Please take the entries below from the first line through the line containing "Please list the nodes and edges formed by all roads that" and repeat them exactly, leaving out everything after.
[Opening Task material section]
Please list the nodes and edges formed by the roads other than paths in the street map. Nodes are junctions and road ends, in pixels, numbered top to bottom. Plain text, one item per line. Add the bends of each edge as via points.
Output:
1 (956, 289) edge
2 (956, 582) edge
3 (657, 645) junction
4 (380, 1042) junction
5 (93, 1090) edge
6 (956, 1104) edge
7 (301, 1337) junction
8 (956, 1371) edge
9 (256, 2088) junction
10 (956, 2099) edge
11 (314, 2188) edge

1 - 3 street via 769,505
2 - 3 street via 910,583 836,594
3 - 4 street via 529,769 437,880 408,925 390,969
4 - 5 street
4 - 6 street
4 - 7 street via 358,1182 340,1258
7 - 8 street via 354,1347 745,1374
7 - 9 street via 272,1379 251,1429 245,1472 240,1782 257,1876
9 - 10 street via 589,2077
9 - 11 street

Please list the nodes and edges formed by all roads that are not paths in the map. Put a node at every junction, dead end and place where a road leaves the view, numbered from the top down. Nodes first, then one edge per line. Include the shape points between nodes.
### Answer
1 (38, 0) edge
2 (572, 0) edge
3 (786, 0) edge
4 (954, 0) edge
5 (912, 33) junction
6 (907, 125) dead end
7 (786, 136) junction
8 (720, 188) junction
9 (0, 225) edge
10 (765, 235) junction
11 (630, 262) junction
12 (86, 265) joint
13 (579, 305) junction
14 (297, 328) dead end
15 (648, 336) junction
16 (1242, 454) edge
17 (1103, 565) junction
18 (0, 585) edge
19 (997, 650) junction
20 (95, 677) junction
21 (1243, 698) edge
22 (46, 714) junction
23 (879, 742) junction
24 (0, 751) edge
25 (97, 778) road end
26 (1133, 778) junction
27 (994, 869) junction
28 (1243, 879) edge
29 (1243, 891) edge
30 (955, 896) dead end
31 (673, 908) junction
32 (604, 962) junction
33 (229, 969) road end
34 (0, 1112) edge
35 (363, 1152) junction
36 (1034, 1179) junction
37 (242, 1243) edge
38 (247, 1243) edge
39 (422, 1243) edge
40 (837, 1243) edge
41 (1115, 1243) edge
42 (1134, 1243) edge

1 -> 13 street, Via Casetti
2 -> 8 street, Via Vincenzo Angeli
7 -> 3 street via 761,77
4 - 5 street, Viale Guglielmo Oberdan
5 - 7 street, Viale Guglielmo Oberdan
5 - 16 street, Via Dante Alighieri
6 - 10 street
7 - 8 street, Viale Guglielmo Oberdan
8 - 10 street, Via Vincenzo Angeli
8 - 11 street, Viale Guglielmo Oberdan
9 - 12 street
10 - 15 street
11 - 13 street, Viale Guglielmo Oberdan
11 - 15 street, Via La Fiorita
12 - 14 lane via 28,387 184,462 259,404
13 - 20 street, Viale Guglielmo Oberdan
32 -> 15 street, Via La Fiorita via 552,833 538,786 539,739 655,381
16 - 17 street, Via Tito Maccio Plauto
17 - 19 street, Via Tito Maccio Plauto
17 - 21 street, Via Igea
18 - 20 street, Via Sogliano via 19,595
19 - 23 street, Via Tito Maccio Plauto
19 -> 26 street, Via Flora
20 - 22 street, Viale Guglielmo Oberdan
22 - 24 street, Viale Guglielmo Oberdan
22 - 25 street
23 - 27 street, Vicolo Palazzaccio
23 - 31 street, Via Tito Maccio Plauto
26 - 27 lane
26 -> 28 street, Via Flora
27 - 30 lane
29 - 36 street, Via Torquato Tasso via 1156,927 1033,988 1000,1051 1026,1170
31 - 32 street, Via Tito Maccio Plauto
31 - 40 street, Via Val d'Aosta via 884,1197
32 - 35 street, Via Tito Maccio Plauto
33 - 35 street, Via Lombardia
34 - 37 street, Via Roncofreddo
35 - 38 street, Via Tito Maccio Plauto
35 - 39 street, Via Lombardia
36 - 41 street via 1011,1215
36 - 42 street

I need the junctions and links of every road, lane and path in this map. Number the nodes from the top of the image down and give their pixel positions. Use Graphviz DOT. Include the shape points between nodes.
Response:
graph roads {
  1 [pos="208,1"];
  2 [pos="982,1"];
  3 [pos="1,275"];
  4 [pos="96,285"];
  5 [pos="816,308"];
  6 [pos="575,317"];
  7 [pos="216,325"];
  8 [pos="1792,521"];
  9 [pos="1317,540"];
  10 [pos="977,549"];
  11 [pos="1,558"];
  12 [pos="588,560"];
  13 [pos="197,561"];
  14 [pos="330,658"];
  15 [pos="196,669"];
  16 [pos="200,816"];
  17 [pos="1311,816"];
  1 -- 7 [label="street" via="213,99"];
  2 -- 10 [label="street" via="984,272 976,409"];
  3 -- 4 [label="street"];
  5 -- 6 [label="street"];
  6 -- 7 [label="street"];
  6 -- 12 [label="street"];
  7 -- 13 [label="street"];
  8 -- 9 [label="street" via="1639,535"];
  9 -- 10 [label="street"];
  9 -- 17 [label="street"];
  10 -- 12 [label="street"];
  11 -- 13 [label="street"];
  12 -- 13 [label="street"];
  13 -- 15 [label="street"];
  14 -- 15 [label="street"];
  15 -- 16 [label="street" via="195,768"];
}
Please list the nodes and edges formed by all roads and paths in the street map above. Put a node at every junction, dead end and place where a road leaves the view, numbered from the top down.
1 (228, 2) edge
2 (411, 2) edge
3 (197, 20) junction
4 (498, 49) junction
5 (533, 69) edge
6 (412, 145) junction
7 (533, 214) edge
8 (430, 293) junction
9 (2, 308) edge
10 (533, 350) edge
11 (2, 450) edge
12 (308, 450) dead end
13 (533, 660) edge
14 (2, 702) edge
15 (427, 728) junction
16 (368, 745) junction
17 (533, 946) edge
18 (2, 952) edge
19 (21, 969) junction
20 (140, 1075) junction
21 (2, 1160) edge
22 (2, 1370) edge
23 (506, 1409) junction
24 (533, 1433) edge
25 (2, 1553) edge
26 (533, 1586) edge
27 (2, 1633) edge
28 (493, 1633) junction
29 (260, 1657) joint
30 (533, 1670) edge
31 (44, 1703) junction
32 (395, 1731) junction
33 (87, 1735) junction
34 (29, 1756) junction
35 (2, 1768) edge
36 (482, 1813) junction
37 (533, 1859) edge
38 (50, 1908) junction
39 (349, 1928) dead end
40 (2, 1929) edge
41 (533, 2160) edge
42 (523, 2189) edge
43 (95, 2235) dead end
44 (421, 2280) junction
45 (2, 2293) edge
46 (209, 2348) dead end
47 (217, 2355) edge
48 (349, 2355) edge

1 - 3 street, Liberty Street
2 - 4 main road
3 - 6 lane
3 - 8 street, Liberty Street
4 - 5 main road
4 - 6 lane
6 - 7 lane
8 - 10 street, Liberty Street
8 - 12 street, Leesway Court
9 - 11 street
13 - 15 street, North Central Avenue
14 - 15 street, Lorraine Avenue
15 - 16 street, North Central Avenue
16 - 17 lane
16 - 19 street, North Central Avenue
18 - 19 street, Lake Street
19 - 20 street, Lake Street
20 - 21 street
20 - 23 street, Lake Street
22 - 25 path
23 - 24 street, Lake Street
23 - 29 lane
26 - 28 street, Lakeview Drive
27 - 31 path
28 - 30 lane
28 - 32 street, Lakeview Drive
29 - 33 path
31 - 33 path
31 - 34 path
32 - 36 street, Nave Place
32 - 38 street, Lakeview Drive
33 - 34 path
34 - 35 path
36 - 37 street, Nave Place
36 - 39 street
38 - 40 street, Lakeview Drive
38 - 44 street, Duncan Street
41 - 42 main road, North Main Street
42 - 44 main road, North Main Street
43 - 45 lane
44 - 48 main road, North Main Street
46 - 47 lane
[Closing Task material section]
[Response to the exercise]
Please list the nodes and edges formed by the roads other than paths in the street map. Nodes are junctions and road ends, in pixels, numbered top to bottom. Plain text, one item per line. Add the bends of each edge as via points.
Output:
1 (956, 289) edge
2 (956, 582) edge
3 (657, 645) junction
4 (380, 1042) junction
5 (93, 1090) edge
6 (956, 1104) edge
7 (301, 1337) junction
8 (956, 1371) edge
9 (256, 2088) junction
10 (956, 2099) edge
11 (314, 2188) edge

1 - 3 street via 769,505
2 - 3 street via 910,583 836,594
3 - 4 street via 529,769 437,880 408,925 390,969
4 - 5 street
4 - 6 street
4 - 7 street via 358,1182 340,1258
7 - 8 street via 354,1347 745,1374
7 - 9 street via 272,1379 251,1429 245,1472 240,1782 257,1876
9 - 10 street via 589,2077
9 - 11 street

Please list the nodes and edges formed by all roads that are not paths in the map. Put a node at every junction, dead end and place where a road leaves the view, numbered from the top down. Nodes first, then one edge per line. Include the shape points between nodes.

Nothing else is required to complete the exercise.